また、高 PRL 血症は不妊症の主要な原因の一つであり、種々の薬剤の副作用で引き起こされるが、本モデルを用いて新規薬剤開発の際に副作用としての高 PRL 血症が起こるか否かの評価に用いることができると考える。
さらに、多発性内分泌腺腫症 1 型(Multiple Endocrine Neoplasia type 1: MEN1)における下垂体腺腫ではプロラクチノーマの頻度が最も高い。すでに MEN1 患者の疾患特異的 iPS 細胞が樹立されており、この iPS 細胞を用いて本分化誘導法で下垂体を分化させ、長期培養することでプロラクチノーマの発生を再現でき、腫瘍化メカニズムの解明に役立てられると考えられる。
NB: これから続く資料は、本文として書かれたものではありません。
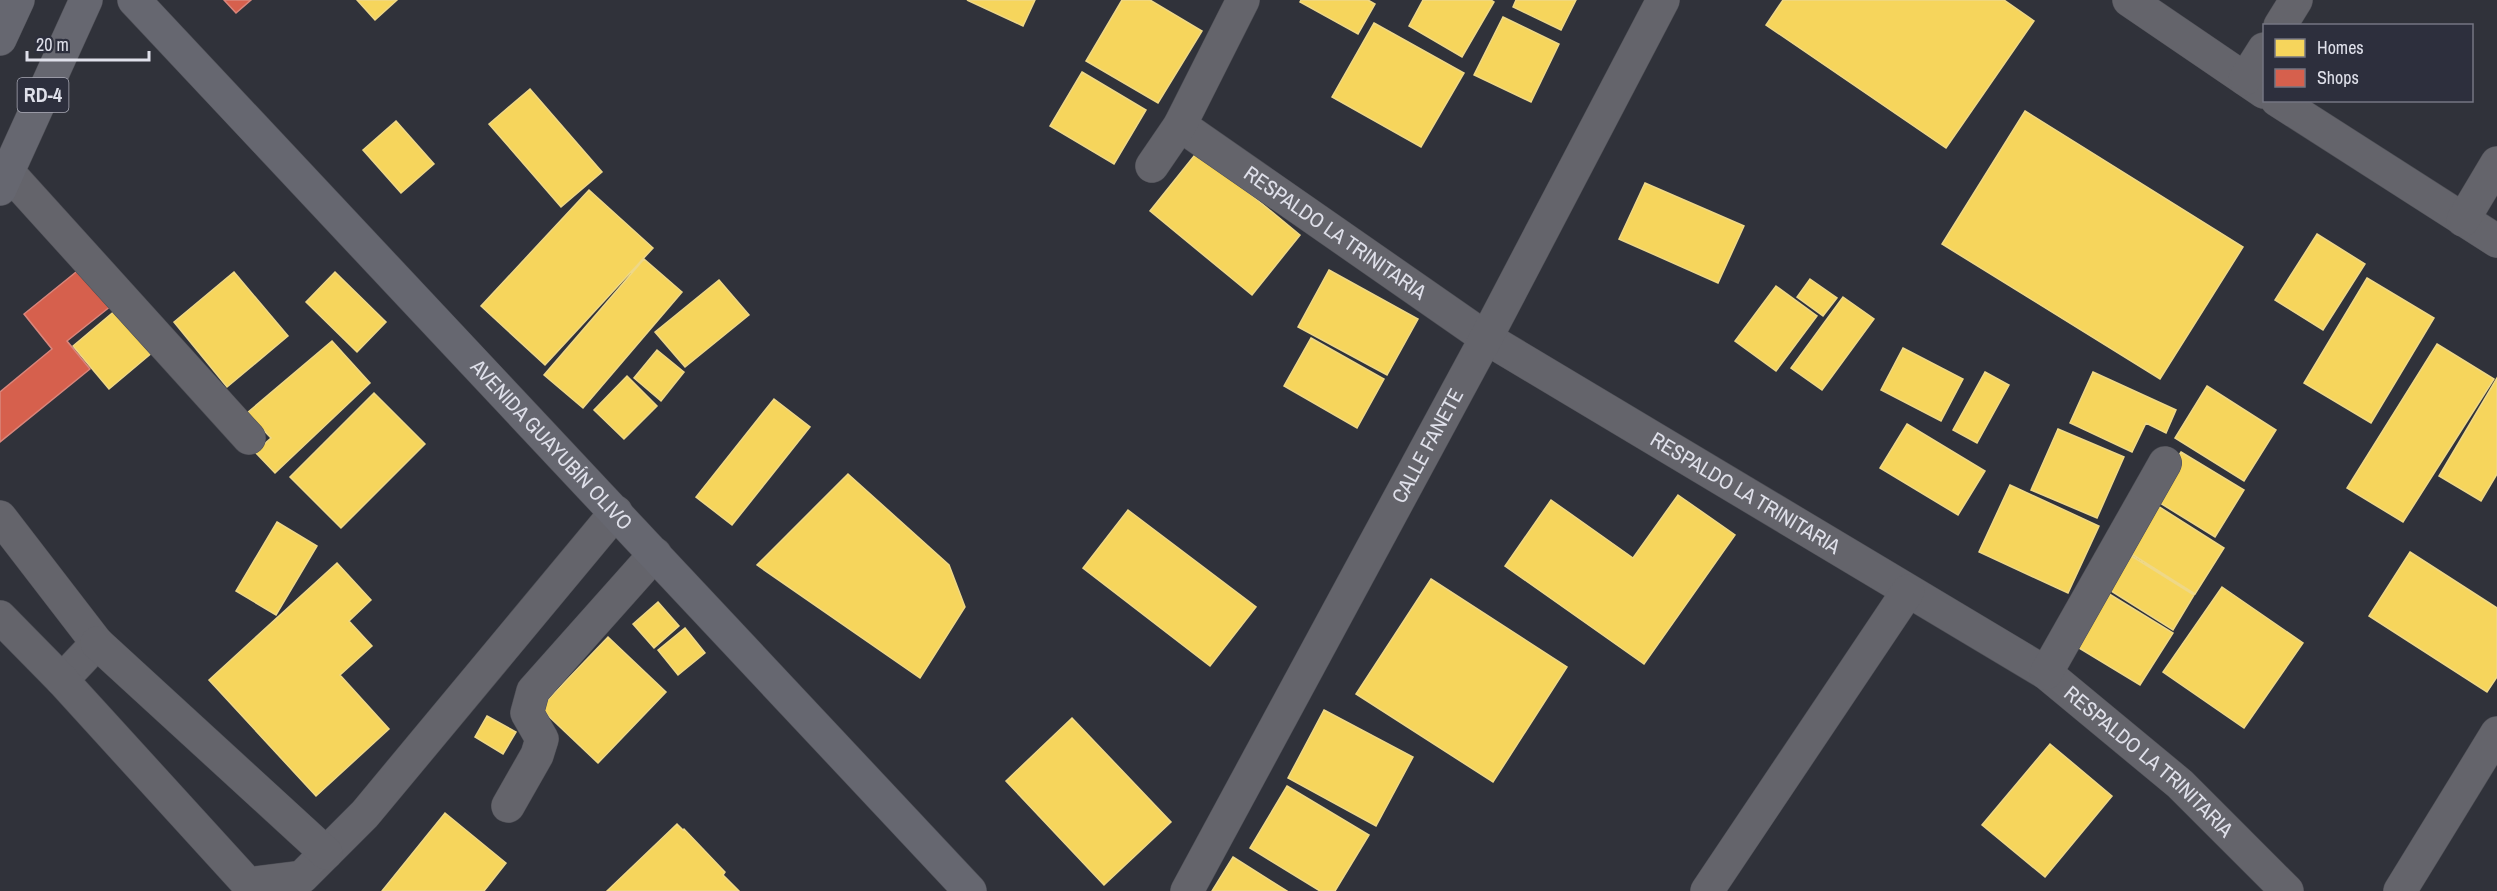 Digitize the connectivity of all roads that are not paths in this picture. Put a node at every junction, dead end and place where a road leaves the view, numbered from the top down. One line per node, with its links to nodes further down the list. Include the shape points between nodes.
1 (18, 0): 9 (main road)
2 (86, 0): 16 (main road, RD-4)
3 (134, 0): 22 (main road, AVENIDA GUAYUBÍN OLIVO)
4 (1244, 0): 13 (street)
5 (1663, 0): 19 (street, CALLE FANETE)
6 (2296, 0): 8 (street)
7 (2140, 3): 11 (street)
8 (2281, 24)
9 (0, 39)
10 (2263, 56): 11 (street)
11 (2255, 86)
12 (2280, 102): 17 (street)
13 (1180, 125): 15 (street); 19 (street, RESPALDO LA TRINITARIA)
14 (2497, 163): 17 (street)
15 (1152, 166)
16 (4, 180): 20 (street)
17 (2463, 220): 18 (street)
18 (2497, 241)
19 (1486, 338): 25 (street, RESPALDO LA TRINITARIA); 34 (street, CALLE FANETE)
20 (249, 438)
21 (2165, 463): 28 (street)
22 (616, 512): 24 (main road, AVENIDA GUAYUBÍN OLIVO); 32 (street, via 365,814)
23 (0, 518): 27 (street)
24 (655, 554): 31 (street, via 533,691 527,713 542,739); 33 (main road, AVENIDA GUAYUBÍN OLIVO)
25 (1908, 591): 28 (street, RESPALDO LA TRINITARIA); 35 (street)
26 (0, 617): 29 (street)
27 (97, 643): 29 (street); 32 (street)
28 (2046, 674): 36 (street, RESPALDO LA TRINITARIA, via 2180,784)
29 (62, 680): 32 (street, via 248,884 302,877)
30 (2497, 733): 37 (street)
31 (508, 806)
32 (326, 853)
33 (970, 891)
34 (1187, 891)
35 (1707, 891)
36 (2288, 891)
37 (2400, 891)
最後に本モデルを再生医療へ応用できる可能性もある。低 PRL 血症は稀ではあるものの、乳汁分泌不全以外に免疫系や恒常性の維持にも影響することが報告されている。現在、再生医療として ACTH および GH 産生細胞の下垂体機能不全患者への臨床応用が開発されつつあり、この技術を用いて、ヒト iPS 細胞由来 PRL 産生細胞の再生医療の実現も期待される。

【結語】
本研究では、ヒト iPS 細胞から PRL 産生細胞を分化させ、分化した PRL 産生細胞は PRL 分泌促進刺激および抑制刺激に対して生体内と同様の反応を示した。ヒト iPS細胞由来 PRL 分泌細胞を用いることで、今後 PRL 産生細胞の未知の機能を探求しうる。